One of the engrossing and refreshing things about The Others is that at first you’re not sure where to put your sympathies. The children clearly need to be protected, but will the heroine be the kindly but mysterious Mrs. Mills, or the vulnerable but clearly unstable Grace? Is the house being occupied by supernatural beings, or is someone trying to drive Grace insane? Amen’bar seems open to all possibilities. One especially intense scene has Grace and the children waking up at dawn to discover all of the curtains are gone.

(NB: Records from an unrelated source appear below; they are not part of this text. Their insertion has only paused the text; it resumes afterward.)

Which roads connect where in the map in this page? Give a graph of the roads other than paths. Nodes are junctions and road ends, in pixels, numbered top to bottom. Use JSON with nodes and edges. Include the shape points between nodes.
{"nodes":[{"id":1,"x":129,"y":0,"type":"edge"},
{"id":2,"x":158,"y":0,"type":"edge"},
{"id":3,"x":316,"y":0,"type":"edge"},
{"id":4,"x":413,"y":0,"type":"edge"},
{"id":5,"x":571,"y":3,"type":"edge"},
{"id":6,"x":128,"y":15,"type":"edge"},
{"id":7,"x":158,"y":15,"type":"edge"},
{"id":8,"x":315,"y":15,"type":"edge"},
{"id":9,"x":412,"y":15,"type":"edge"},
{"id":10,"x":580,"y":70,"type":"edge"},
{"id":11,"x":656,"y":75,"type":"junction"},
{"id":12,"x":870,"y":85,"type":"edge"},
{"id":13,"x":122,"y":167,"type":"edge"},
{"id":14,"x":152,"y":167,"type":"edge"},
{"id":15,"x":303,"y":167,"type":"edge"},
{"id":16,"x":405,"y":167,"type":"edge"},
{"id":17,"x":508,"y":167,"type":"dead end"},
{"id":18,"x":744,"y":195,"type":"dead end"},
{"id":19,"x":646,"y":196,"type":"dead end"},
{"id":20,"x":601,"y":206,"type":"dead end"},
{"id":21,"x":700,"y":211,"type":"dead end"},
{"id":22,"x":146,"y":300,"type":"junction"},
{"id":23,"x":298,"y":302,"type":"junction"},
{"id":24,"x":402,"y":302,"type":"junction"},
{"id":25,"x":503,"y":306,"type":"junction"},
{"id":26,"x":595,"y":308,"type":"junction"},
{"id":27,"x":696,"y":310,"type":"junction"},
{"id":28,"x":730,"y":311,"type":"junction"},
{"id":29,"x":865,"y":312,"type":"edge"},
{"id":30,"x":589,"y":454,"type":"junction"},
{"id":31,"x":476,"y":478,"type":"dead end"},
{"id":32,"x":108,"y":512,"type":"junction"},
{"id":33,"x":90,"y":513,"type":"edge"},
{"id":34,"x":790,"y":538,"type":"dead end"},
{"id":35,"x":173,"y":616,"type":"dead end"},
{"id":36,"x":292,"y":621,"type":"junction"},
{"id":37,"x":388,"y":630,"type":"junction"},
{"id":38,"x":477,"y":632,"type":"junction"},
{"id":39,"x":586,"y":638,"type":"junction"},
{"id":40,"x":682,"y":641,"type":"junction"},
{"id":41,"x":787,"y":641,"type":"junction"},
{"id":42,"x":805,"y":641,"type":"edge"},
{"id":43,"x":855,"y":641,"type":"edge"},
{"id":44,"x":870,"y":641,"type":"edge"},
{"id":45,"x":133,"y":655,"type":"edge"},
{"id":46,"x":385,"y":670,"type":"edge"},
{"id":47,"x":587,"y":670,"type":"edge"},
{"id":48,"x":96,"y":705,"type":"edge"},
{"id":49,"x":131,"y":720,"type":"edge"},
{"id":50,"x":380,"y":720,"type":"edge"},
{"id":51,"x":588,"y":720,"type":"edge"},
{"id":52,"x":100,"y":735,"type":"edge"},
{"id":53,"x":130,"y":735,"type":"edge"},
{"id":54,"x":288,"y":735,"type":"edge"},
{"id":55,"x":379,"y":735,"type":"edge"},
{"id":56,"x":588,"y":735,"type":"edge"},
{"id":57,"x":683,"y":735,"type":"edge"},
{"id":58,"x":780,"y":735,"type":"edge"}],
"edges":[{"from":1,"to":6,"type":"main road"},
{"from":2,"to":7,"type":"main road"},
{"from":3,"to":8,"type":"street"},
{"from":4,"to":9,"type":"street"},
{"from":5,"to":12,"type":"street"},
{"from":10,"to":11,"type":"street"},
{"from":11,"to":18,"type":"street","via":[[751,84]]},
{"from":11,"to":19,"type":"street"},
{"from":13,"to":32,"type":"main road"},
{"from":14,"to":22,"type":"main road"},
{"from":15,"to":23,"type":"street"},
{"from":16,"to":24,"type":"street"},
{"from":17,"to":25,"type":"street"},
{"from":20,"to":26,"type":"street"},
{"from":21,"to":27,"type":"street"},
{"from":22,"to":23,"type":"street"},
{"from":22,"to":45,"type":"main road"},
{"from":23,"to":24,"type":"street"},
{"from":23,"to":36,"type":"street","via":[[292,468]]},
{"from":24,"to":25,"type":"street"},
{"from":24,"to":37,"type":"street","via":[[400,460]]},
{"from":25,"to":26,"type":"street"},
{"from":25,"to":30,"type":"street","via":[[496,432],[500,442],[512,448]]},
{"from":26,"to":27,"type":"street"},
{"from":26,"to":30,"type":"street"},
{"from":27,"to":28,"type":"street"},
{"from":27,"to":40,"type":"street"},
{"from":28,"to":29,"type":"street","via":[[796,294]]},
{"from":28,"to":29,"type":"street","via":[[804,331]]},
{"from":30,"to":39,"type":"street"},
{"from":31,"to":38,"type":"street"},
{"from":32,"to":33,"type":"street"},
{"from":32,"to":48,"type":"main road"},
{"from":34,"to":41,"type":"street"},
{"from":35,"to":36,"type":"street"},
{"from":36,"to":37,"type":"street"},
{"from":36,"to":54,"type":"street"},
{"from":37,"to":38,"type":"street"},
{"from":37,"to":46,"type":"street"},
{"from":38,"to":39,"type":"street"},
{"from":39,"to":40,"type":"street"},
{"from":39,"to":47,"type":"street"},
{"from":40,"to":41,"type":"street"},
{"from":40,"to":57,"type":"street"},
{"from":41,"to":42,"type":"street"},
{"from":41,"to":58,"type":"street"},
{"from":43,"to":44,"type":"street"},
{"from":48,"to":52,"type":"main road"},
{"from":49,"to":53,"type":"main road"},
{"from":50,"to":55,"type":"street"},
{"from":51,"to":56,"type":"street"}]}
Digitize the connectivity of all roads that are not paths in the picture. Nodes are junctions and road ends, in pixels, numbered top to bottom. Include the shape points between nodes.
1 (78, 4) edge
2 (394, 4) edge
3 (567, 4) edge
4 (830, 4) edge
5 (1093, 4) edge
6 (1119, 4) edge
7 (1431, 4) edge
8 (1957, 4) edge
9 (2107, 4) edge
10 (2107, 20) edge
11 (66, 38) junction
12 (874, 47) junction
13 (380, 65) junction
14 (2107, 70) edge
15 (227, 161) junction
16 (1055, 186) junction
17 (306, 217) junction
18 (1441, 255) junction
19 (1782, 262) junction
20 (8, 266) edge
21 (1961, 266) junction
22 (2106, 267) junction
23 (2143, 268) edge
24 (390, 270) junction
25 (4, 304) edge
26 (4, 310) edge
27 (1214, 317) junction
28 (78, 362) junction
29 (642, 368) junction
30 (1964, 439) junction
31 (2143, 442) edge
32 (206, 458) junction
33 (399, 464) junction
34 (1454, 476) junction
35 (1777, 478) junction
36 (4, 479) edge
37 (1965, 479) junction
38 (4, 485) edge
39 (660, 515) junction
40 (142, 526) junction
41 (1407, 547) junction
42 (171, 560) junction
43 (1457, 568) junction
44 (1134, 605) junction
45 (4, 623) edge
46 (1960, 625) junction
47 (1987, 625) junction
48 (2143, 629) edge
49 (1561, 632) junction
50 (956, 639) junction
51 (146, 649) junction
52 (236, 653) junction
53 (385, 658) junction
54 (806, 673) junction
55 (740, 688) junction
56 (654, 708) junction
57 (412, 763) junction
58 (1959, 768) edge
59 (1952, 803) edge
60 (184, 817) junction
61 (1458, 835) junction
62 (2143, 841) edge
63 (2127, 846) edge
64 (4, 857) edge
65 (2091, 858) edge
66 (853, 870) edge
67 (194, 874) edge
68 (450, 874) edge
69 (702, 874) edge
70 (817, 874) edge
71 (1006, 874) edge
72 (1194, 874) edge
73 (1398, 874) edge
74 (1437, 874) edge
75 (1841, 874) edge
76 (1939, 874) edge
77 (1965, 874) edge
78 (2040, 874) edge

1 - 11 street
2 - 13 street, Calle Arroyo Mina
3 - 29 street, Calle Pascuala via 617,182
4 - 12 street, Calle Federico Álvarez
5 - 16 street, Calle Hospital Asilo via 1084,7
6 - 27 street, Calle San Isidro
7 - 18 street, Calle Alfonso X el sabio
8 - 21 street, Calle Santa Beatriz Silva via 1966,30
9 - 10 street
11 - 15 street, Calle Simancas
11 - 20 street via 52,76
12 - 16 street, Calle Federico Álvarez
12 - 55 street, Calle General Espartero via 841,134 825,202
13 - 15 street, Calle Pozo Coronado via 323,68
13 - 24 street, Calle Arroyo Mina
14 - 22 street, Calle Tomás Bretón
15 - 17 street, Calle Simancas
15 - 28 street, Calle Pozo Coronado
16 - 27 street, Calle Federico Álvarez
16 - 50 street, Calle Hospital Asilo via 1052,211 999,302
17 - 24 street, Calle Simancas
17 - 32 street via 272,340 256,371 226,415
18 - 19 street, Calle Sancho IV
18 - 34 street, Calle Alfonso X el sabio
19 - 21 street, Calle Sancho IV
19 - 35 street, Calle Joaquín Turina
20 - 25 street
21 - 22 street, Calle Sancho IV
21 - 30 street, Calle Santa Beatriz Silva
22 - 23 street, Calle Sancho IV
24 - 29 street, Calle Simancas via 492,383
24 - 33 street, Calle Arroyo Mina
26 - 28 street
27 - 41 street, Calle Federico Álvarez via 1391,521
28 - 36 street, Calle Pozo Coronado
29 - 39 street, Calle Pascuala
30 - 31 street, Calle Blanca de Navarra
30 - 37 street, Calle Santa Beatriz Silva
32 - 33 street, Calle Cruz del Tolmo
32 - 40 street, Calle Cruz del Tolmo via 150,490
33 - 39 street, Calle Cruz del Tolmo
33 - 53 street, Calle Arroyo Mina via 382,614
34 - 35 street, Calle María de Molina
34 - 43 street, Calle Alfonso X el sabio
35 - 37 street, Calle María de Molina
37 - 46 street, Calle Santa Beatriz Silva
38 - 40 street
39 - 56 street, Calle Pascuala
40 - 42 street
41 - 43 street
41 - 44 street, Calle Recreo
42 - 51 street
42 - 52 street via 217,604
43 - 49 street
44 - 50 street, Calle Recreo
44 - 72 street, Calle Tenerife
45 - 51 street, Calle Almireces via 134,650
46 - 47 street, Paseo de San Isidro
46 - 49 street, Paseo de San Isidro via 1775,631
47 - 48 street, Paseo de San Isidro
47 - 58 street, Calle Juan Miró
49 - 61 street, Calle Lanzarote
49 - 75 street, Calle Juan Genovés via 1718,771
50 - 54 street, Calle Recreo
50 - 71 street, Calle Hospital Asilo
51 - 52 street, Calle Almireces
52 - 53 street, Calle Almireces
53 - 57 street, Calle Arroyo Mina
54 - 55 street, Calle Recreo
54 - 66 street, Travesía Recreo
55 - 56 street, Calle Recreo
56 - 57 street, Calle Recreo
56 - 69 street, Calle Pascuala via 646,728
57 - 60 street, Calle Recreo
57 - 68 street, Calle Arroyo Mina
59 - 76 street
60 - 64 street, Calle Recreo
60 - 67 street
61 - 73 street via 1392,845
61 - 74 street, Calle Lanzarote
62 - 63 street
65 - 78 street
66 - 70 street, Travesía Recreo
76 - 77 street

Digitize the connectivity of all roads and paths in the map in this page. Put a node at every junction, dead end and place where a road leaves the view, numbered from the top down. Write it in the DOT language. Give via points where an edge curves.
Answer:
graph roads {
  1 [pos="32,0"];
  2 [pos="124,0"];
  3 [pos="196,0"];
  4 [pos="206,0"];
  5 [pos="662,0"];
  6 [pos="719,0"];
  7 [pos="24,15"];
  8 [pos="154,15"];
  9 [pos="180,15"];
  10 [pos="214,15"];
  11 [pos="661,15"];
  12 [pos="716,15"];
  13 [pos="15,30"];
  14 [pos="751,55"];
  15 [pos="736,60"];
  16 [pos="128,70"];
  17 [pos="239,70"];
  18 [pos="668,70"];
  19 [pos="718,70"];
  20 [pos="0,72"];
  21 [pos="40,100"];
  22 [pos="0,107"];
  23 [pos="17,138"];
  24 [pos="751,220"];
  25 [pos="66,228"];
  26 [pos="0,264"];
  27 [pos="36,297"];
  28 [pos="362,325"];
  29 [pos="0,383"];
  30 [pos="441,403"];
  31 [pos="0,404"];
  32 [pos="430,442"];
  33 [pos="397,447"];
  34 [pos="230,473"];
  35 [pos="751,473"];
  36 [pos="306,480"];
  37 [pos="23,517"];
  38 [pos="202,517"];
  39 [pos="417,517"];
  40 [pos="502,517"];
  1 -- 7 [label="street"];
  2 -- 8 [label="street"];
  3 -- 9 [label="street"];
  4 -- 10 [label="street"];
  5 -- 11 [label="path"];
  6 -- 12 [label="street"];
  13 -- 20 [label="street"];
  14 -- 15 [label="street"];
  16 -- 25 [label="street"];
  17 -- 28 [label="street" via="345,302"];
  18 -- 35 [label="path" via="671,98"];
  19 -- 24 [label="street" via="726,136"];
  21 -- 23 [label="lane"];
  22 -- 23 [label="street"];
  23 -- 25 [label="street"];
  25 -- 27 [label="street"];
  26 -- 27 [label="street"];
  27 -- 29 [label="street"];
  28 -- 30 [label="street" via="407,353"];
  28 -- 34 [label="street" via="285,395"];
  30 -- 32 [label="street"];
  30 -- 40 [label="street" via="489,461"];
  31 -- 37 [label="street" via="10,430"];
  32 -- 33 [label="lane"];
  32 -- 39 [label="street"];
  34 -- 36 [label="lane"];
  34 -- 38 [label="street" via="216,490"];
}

With so many scenes illuminated by candlelight, The Others is the kind of film that cinematographers dream about. A scene with Grace lost in thick fog — only to have a surprising reunion with another character — is especially well shot. The Others pays equally close attention to its sound effects, picking up every ominous squeak and creak. But when creepy stuff happens, inappropriately bombastic music can intrude like a hand grenade. If Amen’bar weren’t himself credited as composer, I’d think the soundtrack was imposed by a studio too eager to emphasize the scares.

The film’s first words are a children’s version of the Creation story, and Amen’bar provides a recurring motif of Grace as a devout Christian who attacks superstition. When she thinks Anne is lying about seeing ghosts, she tells her daughter to “ask the Virgin for forgiveness” and makes her recite Bible verses. In moments of menace, Kidman proves equally adroit with a shotgun as a Bible, and she credibly portrays Grace as a loving mother, nevertheless, on the verge of a nervous breakdown.

Lately supernatural films tend to end on a twist, and The Others builds to two, with one more unexpected than the other. It’s always fun when a film’s resolution makes you realize that dialogue from earlier scenes had an additional meaning other than the obvious. The Others may not be a new classic, but it has enough mood and suspense to satisfy someone seeking a good “boo!”??